_DATA SECTION_.
# # # # #

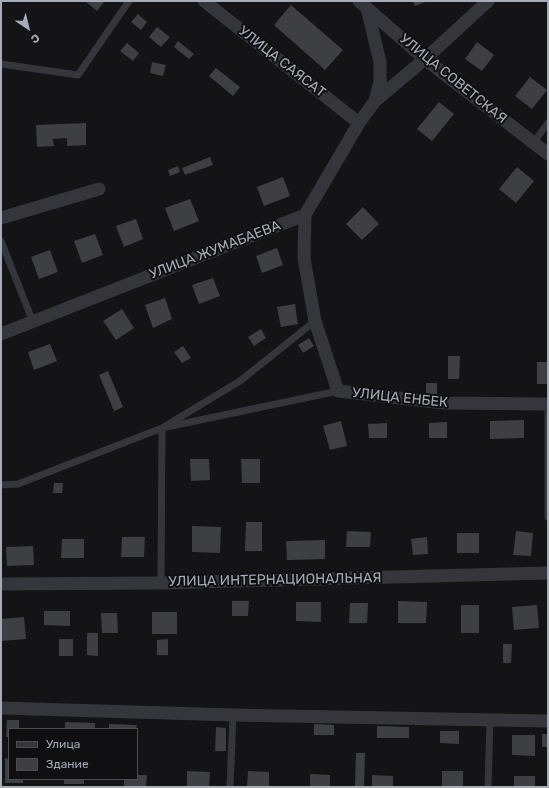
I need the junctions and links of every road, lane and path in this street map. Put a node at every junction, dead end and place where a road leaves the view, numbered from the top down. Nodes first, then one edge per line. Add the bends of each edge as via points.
1 (129, 1) edge
2 (204, 1) edge
3 (488, 1) edge
4 (363, 4) edge
5 (425, 59) junction
6 (1, 64) edge
7 (376, 100) junction
8 (359, 123) junction
9 (548, 123) edge
10 (533, 143) junction
11 (548, 154) edge
12 (99, 189) dead end
13 (305, 215) junction
14 (1, 218) edge
15 (1, 242) edge
16 (33, 322) junction
17 (315, 322) junction
18 (1, 334) edge
19 (338, 391) junction
20 (548, 404) edge
21 (162, 428) junction
22 (1, 485) edge
23 (548, 517) edge
24 (548, 573) edge
25 (161, 583) junction
26 (1, 584) edge
27 (1, 708) edge
28 (233, 715) junction
29 (490, 721) junction
30 (548, 721) edge
31 (230, 787) edge
32 (488, 787) edge

1 - 6 lane via 78,76
2 - 8 street, УЛИЦА САЯСАТ
3 - 5 street
4 - 5 street, УЛИЦА СОВЕТСКАЯ
4 - 7 street via 380,62 380,82
5 - 7 street
5 - 10 street, УЛИЦА СОВЕТСКАЯ
7 - 8 street
8 - 13 street
9 - 10 lane
10 - 11 street, УЛИЦА СОВЕТСКАЯ
12 - 14 street
13 - 16 street, УЛИЦА ЖУМАБАЕВА
13 - 17 street, УЛИЦА ЕНБЕК via 304,258
15 - 16 lane
16 - 18 street, УЛИЦА ЖУМАБАЕВА
17 - 19 street, УЛИЦА ЕНБЕК
17 - 21 lane via 240,381
19 - 20 street, УЛИЦА ЕНБЕК via 444,403
19 - 21 lane
20 - 23 lane
21 - 22 lane via 18,484
21 - 25 lane
24 - 25 street, УЛИЦА ИНТЕРНАЦИОНАЛЬНАЯ
25 - 26 street, УЛИЦА ИНТЕРНАЦИОНАЛЬНАЯ
27 - 28 street
28 - 29 street
28 - 31 lane
29 - 30 street
29 - 32 lane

# # # # #

_ASSIGNED TASK_. Please transcribe every entry exactly as written, leaving the pictures out.

_COMPLETED TASK_.
I need the junctions and links of every road, lane and path in this street map. Put a node at every junction, dead end and place where a road leaves the view, numbered from the top down. Nodes first, then one edge per line. Add the bends of each edge as via points.
1 (129, 1) edge
2 (204, 1) edge
3 (488, 1) edge
4 (363, 4) edge
5 (425, 59) junction
6 (1, 64) edge
7 (376, 100) junction
8 (359, 123) junction
9 (548, 123) edge
10 (533, 143) junction
11 (548, 154) edge
12 (99, 189) dead end
13 (305, 215) junction
14 (1, 218) edge
15 (1, 242) edge
16 (33, 322) junction
17 (315, 322) junction
18 (1, 334) edge
19 (338, 391) junction
20 (548, 404) edge
21 (162, 428) junction
22 (1, 485) edge
23 (548, 517) edge
24 (548, 573) edge
25 (161, 583) junction
26 (1, 584) edge
27 (1, 708) edge
28 (233, 715) junction
29 (490, 721) junction
30 (548, 721) edge
31 (230, 787) edge
32 (488, 787) edge

1 - 6 lane via 78,76
2 - 8 street, УЛИЦА САЯСАТ
3 - 5 street
4 - 5 street, УЛИЦА СОВЕТСКАЯ
4 - 7 street via 380,62 380,82
5 - 7 street
5 - 10 street, УЛИЦА СОВЕТСКАЯ
7 - 8 street
8 - 13 street
9 - 10 lane
10 - 11 street, УЛИЦА СОВЕТСКАЯ
12 - 14 street
13 - 16 street, УЛИЦА ЖУМАБАЕВА
13 - 17 street, УЛИЦА ЕНБЕК via 304,258
15 - 16 lane
16 - 18 street, УЛИЦА ЖУМАБАЕВА
17 - 19 street, УЛИЦА ЕНБЕК
17 - 21 lane via 240,381
19 - 20 street, УЛИЦА ЕНБЕК via 444,403
19 - 21 lane
20 - 23 lane
21 - 22 lane via 18,484
21 - 25 lane
24 - 25 street, УЛИЦА ИНТЕРНАЦИОНАЛЬНАЯ
25 - 26 street, УЛИЦА ИНТЕРНАЦИОНАЛЬНАЯ
27 - 28 street
28 - 29 street
28 - 31 lane
29 - 30 street
29 - 32 lane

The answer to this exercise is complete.